What She Needs | Teen Ink

What She Needs

May 22, 2008
By Anonymous

I had stepped out for a moment to grab coffee and doughnuts for an all night study session when she appeared on my doorstep two hours before midnight. My roommate Ronnie had hesitated when he found a sobbing girl on the doorstep of our apartment, but she pushed past him to run into my room and slam the door. I had just gotten back into the car when my cell rang, and I rushed back home.
Now she’s mumbling into my pillow, and I can’t really understand her. That’s okay, for now, because she doesn’t need conversation; she needs to vent, and I’ll give her the chance.
I tighten my hold on the coffee mug as she gives a particularly hard sob.
“I can’t believe it,” she whispers, whipping her nose on the sleeve of the sweatshirt that hasn’t been mine for two years now. “I just…he’s so…so…”
I just nod and set the mug down on the end table. My bedspread is covered in tissues, crumpled and thrown everywhere. Sweeping them onto the floor, I clear a space for me to sit. She lifts her head to look at me from behind the curtain of brown hair. I gesture to the mug, full of freshly made tea, but she shakes her head. Shrugging, I sit down and cross my legs.
“Jane, what happened?” I reach out and sweep a strand of hair from her face. She sniffs and wipes her eyes again with her sleeve.
The story isn’t a surprise, though I wish I hadn’t seen it coming. Her boyfriend hadn’t called all day and she had gone to his dorm to see if he was sick or just busy studying. His cell phone was off and she began to worry. However, instead of finding What’s-His-face emptying his stomach into the toilet, she found clothing thrown indiscriminately around his dorm. Instead of books and Post-It notes, she found her roommate in bed with her boyfriend.
I want desperately to say ‘I told you so,’ but that’s definitely not what she needs.
So instead, I offer her the mug of tea once again. Jane initially shakes her head, but I insist. She picks up the mug, but the sip she takes is too miniscule to count.
“Why do I always pick the losers?” she asks through the pillow. I’ve heard this all before, of course. Her track record with men is anything but perfect, and it’s really very unfair. Jane has a tendency to pick out the guy who had mother issues, or a drinking problem, or a drug addiction. I still remember the horrible bruises that one creep left on her wrists, and it makes my blood boil just thinking about it.
She goes on to plan out her perfect man. Her ideal characteristics are farfetched and yet are exactly what she deserves; a man who doesn’t drink or shoot up, who doesn’t feel the need to strike her every time something doesn’t work out; a man who doesn’t make outrageous demands of her, who realizes that she is a person herself who has needs and wants; a man who makes her feel safe, and loved, and wanted.
I listen to this list and on the inside I’m screaming “That’s me!

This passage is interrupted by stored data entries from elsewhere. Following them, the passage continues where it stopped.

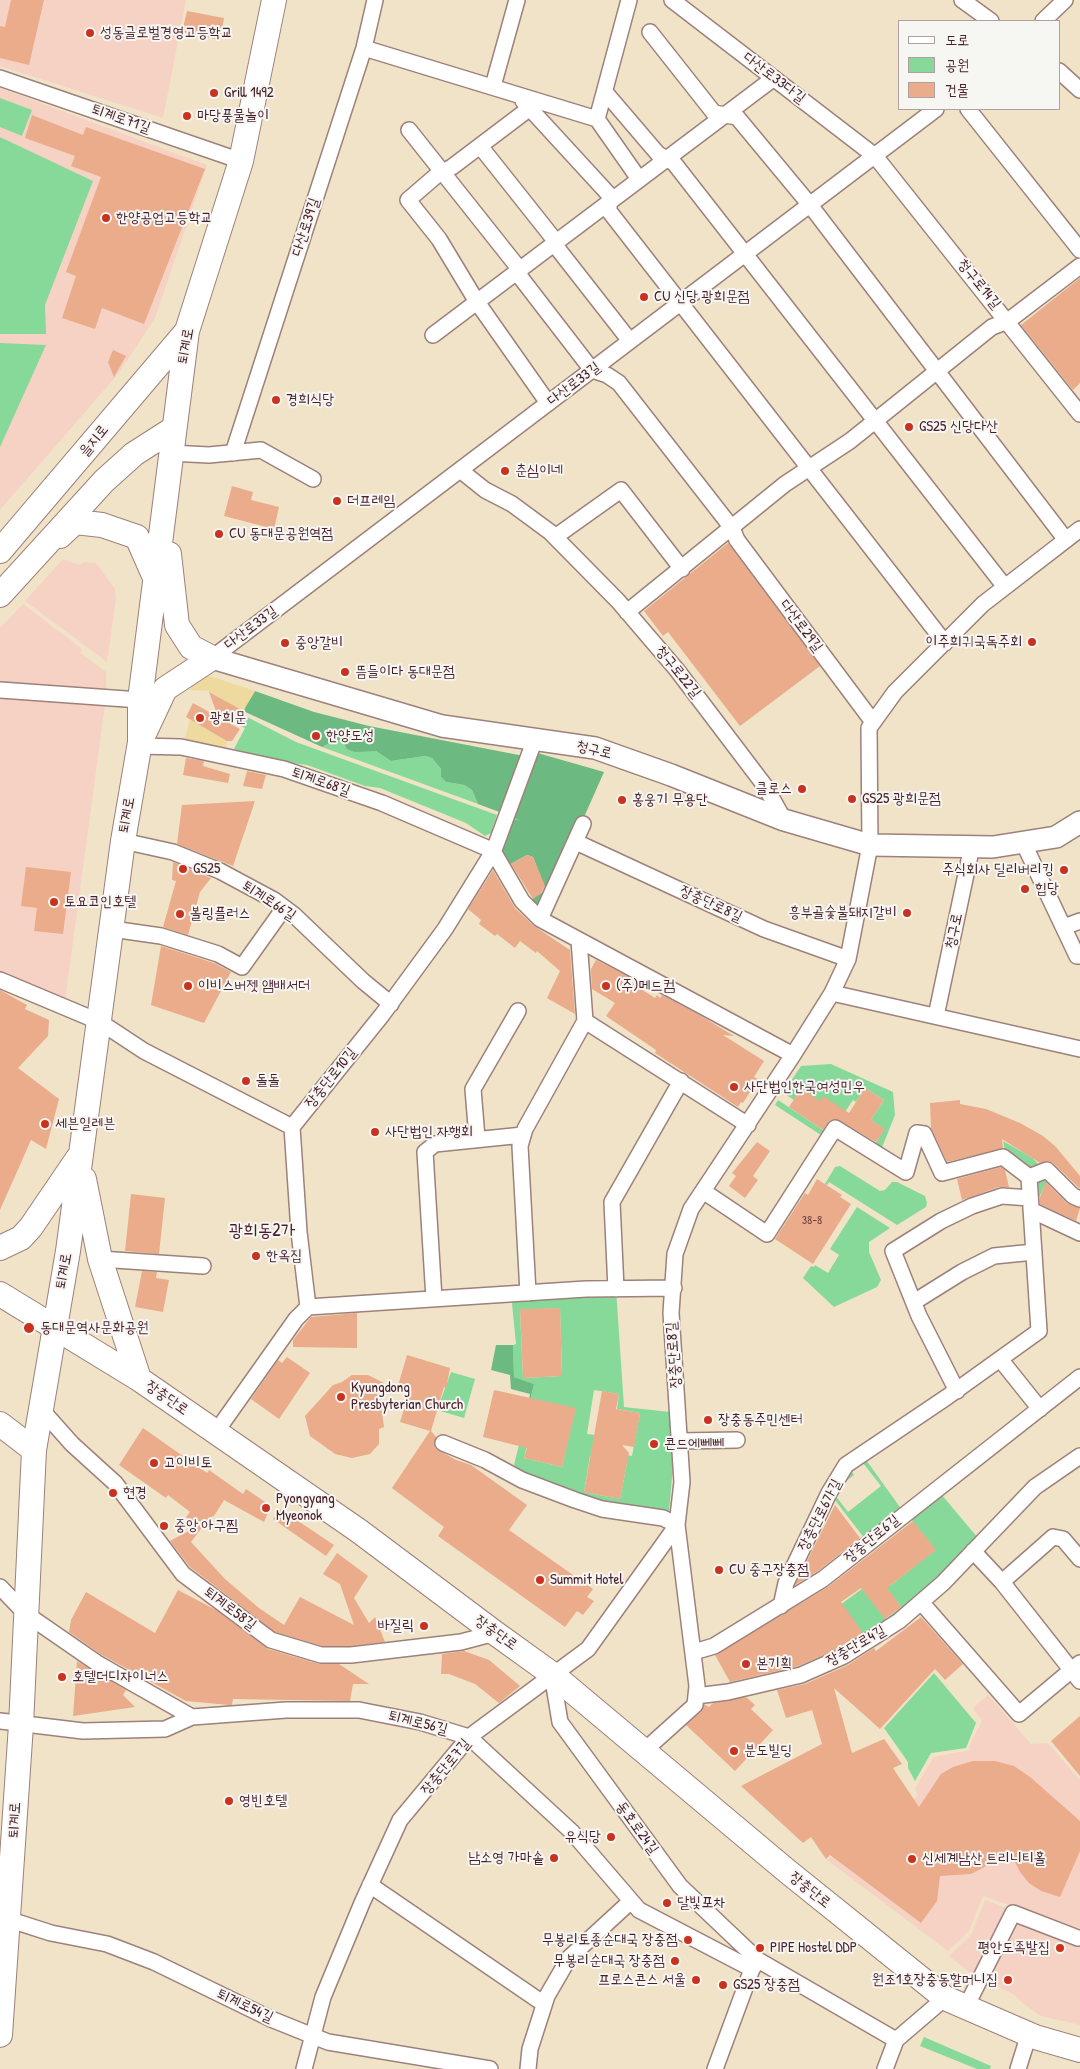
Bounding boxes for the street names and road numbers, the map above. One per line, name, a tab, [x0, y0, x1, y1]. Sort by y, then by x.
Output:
street label: 다산로33다길	[739, 49, 809, 107]
street label: 퇴계로71길	[89, 101, 153, 137]
street label: 다산로39길	[288, 195, 324, 259]
street label: 청구로14길	[953, 255, 1005, 313]
street label: 퇴계로	[174, 327, 198, 365]
street label: 다산로33길	[544, 358, 604, 410]
street label: 을지로	[76, 421, 112, 461]
street label: 다산로29길	[776, 596, 826, 656]
street label: 다산로33길	[221, 602, 281, 654]
street label: 청구로22길	[651, 642, 705, 702]
street label: 청구로	[574, 737, 614, 763]
street label: 퇴계로68길	[289, 764, 353, 800]
street label: 퇴계로	[115, 796, 139, 834]
street label: 퇴계로66길	[239, 877, 299, 925]
street label: 장충단로8길	[677, 882, 745, 926]
street label: 청구로	[941, 911, 967, 951]
street label: 장충단로10길	[301, 1044, 361, 1112]
street label: 퇴계로	[52, 1252, 76, 1290]
street label: 장충단로8길	[663, 1321, 685, 1389]
street label: 장충단로	[142, 1377, 192, 1419]
street label: 장충단로6가길	[794, 1476, 846, 1554]
street label: 장충단로6길	[841, 1511, 903, 1567]
street label: 퇴계로58길	[200, 1583, 260, 1635]
street label: 장충단로	[471, 1612, 521, 1654]
street label: 장충단로4길	[823, 1622, 889, 1670]
street label: 퇴계로56길	[386, 1707, 450, 1739]
street label: 장충단로7길	[417, 1735, 475, 1799]
street label: 동호로24길	[612, 1798, 662, 1858]
street label: 퇴계로	[5, 1801, 25, 1839]
street label: 장충단로	[786, 1868, 834, 1912]
street label: 퇴계로54길	[214, 1985, 276, 2027]

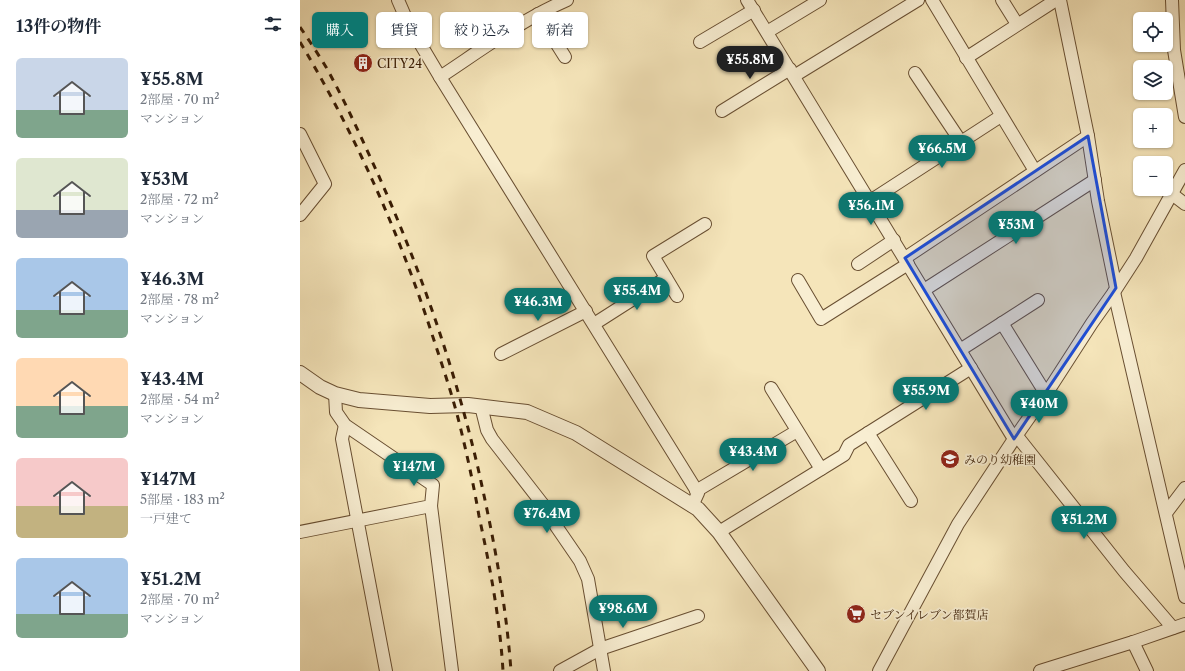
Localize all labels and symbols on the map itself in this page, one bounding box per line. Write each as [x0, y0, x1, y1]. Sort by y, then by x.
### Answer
pin: ¥55.8M [717, 46, 783, 80]
building icon: CITY24 [352, 52, 374, 74]
place label: CITY24 [377, 56, 422, 71]
pin: ¥66.5M [909, 135, 975, 169]
pin: ¥56.1M [838, 192, 904, 226]
pin: ¥53M [992, 211, 1040, 245]
pin: ¥55.4M [604, 277, 670, 311]
pin: ¥46.3M [505, 288, 571, 322]
pin: ¥55.9M [893, 377, 959, 411]
pin: ¥40M [1015, 390, 1063, 424]
pin: ¥43.4M [720, 438, 786, 472]
school or university icon: みのり幼稚園 [939, 448, 961, 470]
place label: みのり幼稚園 [964, 452, 1036, 467]
pin: ¥147M [386, 453, 442, 487]
pin: ¥76.4M [514, 500, 580, 534]
pin: ¥51.2M [1051, 506, 1117, 540]
pin: ¥98.6M [590, 595, 656, 629]
supermarket icon: セブンイレブン都賀店 [845, 603, 867, 625]
place label: セブンイレブン都賀店 [870, 607, 988, 622]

I’m the guy you want, the guy you need!” I don’t say it out loud, though, because I know that’s not what she needs right now.
So I sit and comfort my best friend, wishing that I were the guy she were crying about, even though I know I would never be the one to make her cry over something like that. I want to tell her that I would make her feel safe and loved. I would gladly buy her flowers for no other reason than to see her smile. I want to be what she needs.
After she finishes her description of the ideal man, I flash a smile and jokingly say, “So what about me?”
She laughs and says, “That’s what I like about you, Matt. I’ll never have to worry about you cheating on me or anything else.”
I laugh, too, even though on the inside I’m cringing.
I could tell her that I love her more than anything, but that’s not what she needs right now. She needs a friend, a position that I fear I will ever be stuck in.